Sultan Haitham also led the government’s economic diversification efforts during the reign of his late cousin, Sultan Qaboos, so he understands the need to attract investors and the role that the GCC states can play in these investments. In Oman’s 2040 national diversification plan, the sultanate is relying on its location and relative stability to attract investment from its GCC neighbors. The Duqm port expansion, the area’s rich fishing wealth, and the construction of an industrial area in the region—which the Saudis invested $210 million in by 2018—is made to attract foreign investors and transform the port into a maritime shipping hub. This could be of interest to the Saudis, as they are also aiming to diversify their revenues and strengthen their relationship with politically-neutral Muscat.
Investment and increase of trade between Oman and Saudi Arabia will also increase upon the completion of the new land port linking Saudi Arabia with Oman. The construction will save 500 miles (800 kilometers) of travel distance, which will increase the volume of trade between the two countries and between Oman and other states that are linked to the sultanate through Saudi Arabia.
Iran and Yemen
Oman’s neutral position in the region, and its willingness to engage with Iran during periods of Iran-Saudi tensions, irritated Riyadh and discouraged Saudi investments in Oman. However, following Joe Biden’s accession to the presidency in the United States and Riyadh’s flailing efforts to extract itself from the Yemen conflict, Oman’s cordial relationship with Iran and the Houthis could prove useful to the Saudis. As Riyadh and Tehran are reopening dialogue channels in Baghdad, the two countries could use Oman as another dialogue location, as Iraq is becoming more occupied by its upcoming elections and defusing the escalating series of attacks between U.S. troops and Iran-backed militias. If the Saudi-Iranian talks in Baghdad become politically inconvenient, Oman would be a natural place to conduct follow-up negotiations, as Omanis have historically proved to be successful mediators in other regional conflicts.
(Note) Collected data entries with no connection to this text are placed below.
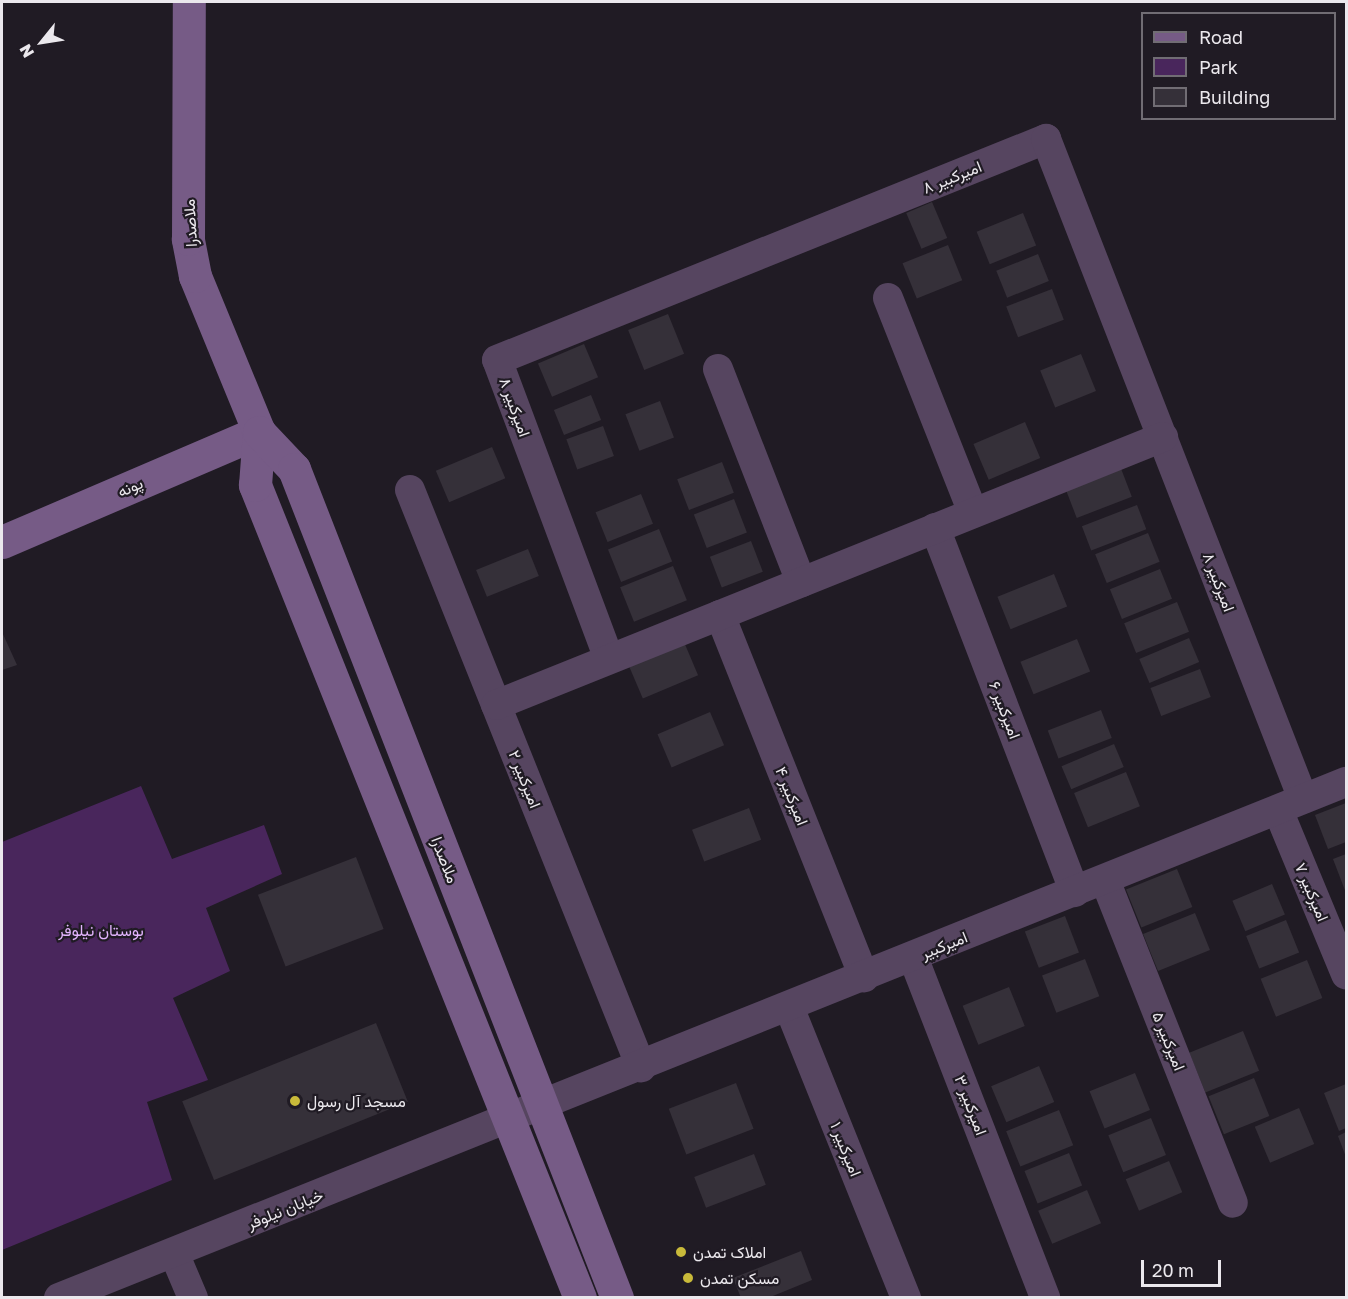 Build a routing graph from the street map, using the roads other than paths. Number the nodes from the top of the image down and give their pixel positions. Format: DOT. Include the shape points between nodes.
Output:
graph roads {
  1 [pos="189,2"];
  2 [pos="888,298"];
  3 [pos="718,369"];
  4 [pos="259,432"];
  5 [pos="1163,437"];
  6 [pos="410,490"];
  7 [pos="973,513"];
  8 [pos="935,528"];
  9 [pos="2,542"];
  10 [pos="801,582"];
  11 [pos="720,615"];
  12 [pos="609,659"];
  13 [pos="496,705"];
  14 [pos="1347,782"];
  15 [pos="1291,805"];
  16 [pos="1104,880"];
  17 [pos="1075,892"];
  18 [pos="914,957"];
  19 [pos="1347,974"];
  20 [pos="864,976"];
  21 [pos="789,1007"];
  22 [pos="640,1067"];
  23 [pos="541,1107"];
  24 [pos="511,1120"];
  25 [pos="1233,1203"];
  26 [pos="174,1253"];
  27 [pos="904,1294"];
  28 [pos="59,1298"];
  29 [pos="193,1298"];
  30 [pos="580,1298"];
  31 [pos="618,1298"];
  32 [pos="1045,1298"];
  1 -- 4 [label="street, ملاصدرا" via="188,239 195,276"];
  2 -- 7 [label="street"];
  3 -- 10 [label="street"];
  4 -- 9 [label="street, پونه"];
  4 -- 23 [label="street, ملاصدرا" via="294,469"];
  4 -- 24 [label="street, ملاصدرا" via="255,485"];
  5 -- 7 [label="street"];
  5 -- 12 [label="street, امیرکبیر ۸" via="1046,139 497,360"];
  5 -- 15 [label="street, امیرکبیر ۸"];
  6 -- 13 [label="street, امیرکبیر ۲"];
  7 -- 8 [label="street"];
  8 -- 10 [label="street"];
  8 -- 17 [label="street, امیرکبیر ۶"];
  10 -- 11 [label="street"];
  11 -- 12 [label="street"];
  11 -- 20 [label="street, امیرکبیر ۴"];
  12 -- 13 [label="street"];
  13 -- 22 [label="street, امیرکبیر ۲"];
  14 -- 15 [label="street, امیرکبیر"];
  15 -- 16 [label="street, امیرکبیر"];
  15 -- 19 [label="street, امیرکبیر ۷"];
  16 -- 17 [label="street, امیرکبیر"];
  16 -- 25 [label="street, امیرکبیر ۵"];
  17 -- 18 [label="street, امیرکبیر"];
  18 -- 20 [label="street, امیرکبیر"];
  18 -- 32 [label="street, امیرکبیر ۳"];
  20 -- 21 [label="street, امیرکبیر"];
  21 -- 22 [label="street, امیرکبیر"];
  21 -- 27 [label="street, امیرکبیر ۱"];
  22 -- 23 [label="street, امیرکبیر"];
  23 -- 24 [label="street, خیابان نیلوفر"];
  23 -- 31 [label="street, ملاصدرا"];
  24 -- 26 [label="street, خیابان نیلوفر"];
  24 -- 30 [label="street, ملاصدرا"];
  26 -- 28 [label="street, خیابان نیلوفر"];
  26 -- 29 [label="street"];
}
As a case in point, Oman is taking a leading role in the mediation between Saudi Arabia and the Houthis, Iran’s closest allies in Yemen. Oman has supported the initiative led by the outgoing UN Special Envoy Martin Griffiths. The Omanis are a trusted mediator by the Houthis, and the northern rebels have a delegation based in Muscat which has so far met with Saudi, American, and UN officials. Moreover, an Omani peacemaking delegation has visited Sana’a and met with the Houthis’ leader, Abdulmalek Al-Houthi, in an effort to mediate a ceasefire and persuade the Houthis to accept the peace plan presented by Griffiths. This makes the Sultanate’s role in the war in Yemen a vital one for the Saudis.
While the negotiations in Yemen have yet to bear fruit, Oman’s willingness to act as an impartial mediator, and its ability to build goodwill on all sides, are valuable traits that could be of great use to Riyadh. To build stronger relations with Oman, Saudi leaders should attempt to make mutually beneficial investments in the sultanate, helping to diversify its own revenues even as it assists Muscat during an economic downturn. The geostrategic implications are profound, too; if the Duqm port project succeeds and is connected to Saudi oil fields via a pipeline, the stability of oil shipments would be assured, and the two nations would have a far greater stake in the Gulf’s future.